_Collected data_
★ ★ ★ ★ ★ ★ ★
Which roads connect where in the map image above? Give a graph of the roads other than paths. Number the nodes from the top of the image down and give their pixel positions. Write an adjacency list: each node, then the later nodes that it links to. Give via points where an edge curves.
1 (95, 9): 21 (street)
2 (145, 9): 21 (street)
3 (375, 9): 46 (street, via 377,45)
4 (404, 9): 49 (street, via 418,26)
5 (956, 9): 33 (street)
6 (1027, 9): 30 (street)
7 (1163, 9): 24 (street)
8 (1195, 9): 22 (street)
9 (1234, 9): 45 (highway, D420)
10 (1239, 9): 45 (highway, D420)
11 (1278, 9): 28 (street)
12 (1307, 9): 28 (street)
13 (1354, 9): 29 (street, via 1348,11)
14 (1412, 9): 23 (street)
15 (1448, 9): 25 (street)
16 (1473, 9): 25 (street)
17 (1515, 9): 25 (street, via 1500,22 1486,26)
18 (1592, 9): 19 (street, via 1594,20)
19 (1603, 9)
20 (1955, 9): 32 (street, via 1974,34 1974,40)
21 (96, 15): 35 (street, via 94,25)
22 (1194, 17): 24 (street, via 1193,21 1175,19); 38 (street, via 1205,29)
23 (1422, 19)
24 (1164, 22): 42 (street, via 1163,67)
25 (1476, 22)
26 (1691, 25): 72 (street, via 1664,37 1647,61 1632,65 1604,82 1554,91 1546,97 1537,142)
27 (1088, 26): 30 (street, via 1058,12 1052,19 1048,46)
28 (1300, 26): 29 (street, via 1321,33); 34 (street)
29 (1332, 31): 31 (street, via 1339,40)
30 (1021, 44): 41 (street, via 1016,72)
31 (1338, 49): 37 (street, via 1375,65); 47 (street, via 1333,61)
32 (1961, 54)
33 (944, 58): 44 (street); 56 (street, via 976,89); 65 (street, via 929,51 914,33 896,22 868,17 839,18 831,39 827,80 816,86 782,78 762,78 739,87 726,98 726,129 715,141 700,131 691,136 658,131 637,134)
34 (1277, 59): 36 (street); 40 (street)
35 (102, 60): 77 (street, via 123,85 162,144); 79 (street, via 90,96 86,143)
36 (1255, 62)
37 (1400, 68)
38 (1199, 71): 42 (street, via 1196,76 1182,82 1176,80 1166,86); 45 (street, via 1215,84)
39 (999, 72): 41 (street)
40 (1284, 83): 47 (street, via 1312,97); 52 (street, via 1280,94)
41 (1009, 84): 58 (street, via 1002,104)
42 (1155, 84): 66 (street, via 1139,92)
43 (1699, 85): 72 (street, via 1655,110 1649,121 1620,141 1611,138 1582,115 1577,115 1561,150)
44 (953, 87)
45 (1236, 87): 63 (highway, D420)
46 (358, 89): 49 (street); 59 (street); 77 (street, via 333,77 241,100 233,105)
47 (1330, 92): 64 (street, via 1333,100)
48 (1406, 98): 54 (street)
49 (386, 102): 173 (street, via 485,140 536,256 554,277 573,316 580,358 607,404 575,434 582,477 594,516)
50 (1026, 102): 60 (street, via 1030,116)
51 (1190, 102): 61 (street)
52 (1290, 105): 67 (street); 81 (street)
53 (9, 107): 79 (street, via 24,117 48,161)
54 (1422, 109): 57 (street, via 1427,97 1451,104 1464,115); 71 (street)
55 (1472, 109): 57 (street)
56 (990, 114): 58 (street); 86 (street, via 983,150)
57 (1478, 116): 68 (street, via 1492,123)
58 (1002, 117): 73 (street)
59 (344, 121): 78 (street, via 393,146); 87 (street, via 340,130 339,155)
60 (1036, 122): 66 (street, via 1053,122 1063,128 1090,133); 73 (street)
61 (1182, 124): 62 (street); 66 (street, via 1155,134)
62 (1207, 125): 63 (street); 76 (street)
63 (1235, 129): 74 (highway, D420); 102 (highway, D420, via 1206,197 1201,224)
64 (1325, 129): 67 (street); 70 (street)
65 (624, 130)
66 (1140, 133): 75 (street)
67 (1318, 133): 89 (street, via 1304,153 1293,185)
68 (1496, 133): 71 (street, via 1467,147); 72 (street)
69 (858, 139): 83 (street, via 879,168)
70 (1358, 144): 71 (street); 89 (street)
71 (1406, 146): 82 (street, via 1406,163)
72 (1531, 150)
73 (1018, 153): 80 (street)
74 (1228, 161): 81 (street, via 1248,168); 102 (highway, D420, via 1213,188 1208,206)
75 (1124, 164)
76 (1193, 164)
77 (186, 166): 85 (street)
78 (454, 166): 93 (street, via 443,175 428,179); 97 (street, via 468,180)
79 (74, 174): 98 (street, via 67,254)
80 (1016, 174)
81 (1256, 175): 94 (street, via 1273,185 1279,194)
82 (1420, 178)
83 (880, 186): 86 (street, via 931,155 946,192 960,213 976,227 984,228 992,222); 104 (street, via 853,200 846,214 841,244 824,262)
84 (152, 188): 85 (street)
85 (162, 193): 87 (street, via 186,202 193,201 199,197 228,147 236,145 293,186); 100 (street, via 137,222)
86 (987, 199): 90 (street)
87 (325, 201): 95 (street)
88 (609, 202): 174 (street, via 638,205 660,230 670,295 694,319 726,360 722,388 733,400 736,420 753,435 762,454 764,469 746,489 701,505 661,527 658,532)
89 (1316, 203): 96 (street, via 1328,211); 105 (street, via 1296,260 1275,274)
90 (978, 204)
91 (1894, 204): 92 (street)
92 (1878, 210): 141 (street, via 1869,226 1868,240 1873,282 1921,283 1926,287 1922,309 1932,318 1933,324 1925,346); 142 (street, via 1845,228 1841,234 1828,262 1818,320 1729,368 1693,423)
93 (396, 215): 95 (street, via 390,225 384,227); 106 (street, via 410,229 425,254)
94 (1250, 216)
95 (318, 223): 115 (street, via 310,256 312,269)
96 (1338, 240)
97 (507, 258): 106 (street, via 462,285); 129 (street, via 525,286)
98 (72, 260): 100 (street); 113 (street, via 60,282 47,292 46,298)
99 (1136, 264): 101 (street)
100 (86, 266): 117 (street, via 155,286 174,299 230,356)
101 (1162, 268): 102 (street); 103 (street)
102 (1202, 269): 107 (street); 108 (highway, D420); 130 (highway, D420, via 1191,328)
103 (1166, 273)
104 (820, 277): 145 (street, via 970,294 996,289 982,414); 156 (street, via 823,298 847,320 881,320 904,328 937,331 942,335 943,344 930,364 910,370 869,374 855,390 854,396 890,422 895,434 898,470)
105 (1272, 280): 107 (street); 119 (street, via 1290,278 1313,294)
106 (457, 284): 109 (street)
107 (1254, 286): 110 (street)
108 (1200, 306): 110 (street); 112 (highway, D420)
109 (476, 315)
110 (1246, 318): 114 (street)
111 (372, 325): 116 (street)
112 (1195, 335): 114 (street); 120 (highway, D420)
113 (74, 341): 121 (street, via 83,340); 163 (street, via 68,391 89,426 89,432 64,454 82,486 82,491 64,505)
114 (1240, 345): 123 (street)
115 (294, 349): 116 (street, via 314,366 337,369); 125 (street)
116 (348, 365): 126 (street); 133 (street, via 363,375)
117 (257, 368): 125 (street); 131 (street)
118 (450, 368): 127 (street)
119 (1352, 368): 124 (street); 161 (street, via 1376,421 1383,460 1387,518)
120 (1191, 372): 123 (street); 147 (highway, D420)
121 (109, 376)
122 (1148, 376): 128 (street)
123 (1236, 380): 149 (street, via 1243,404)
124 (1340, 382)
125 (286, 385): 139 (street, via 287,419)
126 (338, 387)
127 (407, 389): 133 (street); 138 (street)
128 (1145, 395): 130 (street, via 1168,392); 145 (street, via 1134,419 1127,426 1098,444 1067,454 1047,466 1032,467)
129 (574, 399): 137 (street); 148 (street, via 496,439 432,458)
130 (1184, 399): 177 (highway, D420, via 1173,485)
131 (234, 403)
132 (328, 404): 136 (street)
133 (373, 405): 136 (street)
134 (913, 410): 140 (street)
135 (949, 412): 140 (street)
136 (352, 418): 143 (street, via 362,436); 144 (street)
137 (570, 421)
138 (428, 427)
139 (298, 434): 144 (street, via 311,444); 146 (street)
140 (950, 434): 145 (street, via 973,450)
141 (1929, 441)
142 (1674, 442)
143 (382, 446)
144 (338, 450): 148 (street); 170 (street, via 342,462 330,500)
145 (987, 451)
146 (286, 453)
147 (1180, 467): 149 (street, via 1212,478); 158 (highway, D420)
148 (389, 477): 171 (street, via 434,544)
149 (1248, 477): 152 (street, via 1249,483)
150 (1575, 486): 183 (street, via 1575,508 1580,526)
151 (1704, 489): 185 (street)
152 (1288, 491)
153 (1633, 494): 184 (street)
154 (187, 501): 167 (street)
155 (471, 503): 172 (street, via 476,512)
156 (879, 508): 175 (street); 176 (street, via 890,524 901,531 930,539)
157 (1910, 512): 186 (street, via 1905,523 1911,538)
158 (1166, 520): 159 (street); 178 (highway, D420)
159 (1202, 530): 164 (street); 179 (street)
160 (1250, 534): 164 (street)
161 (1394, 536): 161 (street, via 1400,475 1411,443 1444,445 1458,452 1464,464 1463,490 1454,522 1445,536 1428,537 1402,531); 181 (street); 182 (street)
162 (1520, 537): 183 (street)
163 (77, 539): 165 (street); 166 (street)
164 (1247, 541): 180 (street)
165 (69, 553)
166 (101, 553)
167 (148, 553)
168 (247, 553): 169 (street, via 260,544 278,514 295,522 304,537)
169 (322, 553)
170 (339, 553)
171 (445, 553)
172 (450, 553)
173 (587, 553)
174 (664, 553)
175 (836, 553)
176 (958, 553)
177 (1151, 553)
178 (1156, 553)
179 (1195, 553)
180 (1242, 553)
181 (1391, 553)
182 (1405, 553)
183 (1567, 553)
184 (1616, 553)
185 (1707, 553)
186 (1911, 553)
★ ★ ★ ★ ★ ★ ★
Check every line of the data, and copy the ones that contain "highway".

_Completed exercise_
9 (1234, 9): 45 (highway, D420)
10 (1239, 9): 45 (highway, D420)
45 (1236, 87): 63 (highway, D420)
63 (1235, 129): 74 (highway, D420); 102 (highway, D420, via 1206,197 1201,224)
74 (1228, 161): 81 (street, via 1248,168); 102 (highway, D420, via 1213,188 1208,206)
102 (1202, 269): 107 (street); 108 (highway, D420); 130 (highway, D420, via 1191,328)
108 (1200, 306): 110 (street); 112 (highway, D420)
112 (1195, 335): 114 (street); 120 (highway, D420)
120 (1191, 372): 123 (street); 147 (highway, D420)
130 (1184, 399): 177 (highway, D420, via 1173,485)
147 (1180, 467): 149 (street, via 1212,478); 158 (highway, D420)
158 (1166, 520): 159 (street); 178 (highway, D420)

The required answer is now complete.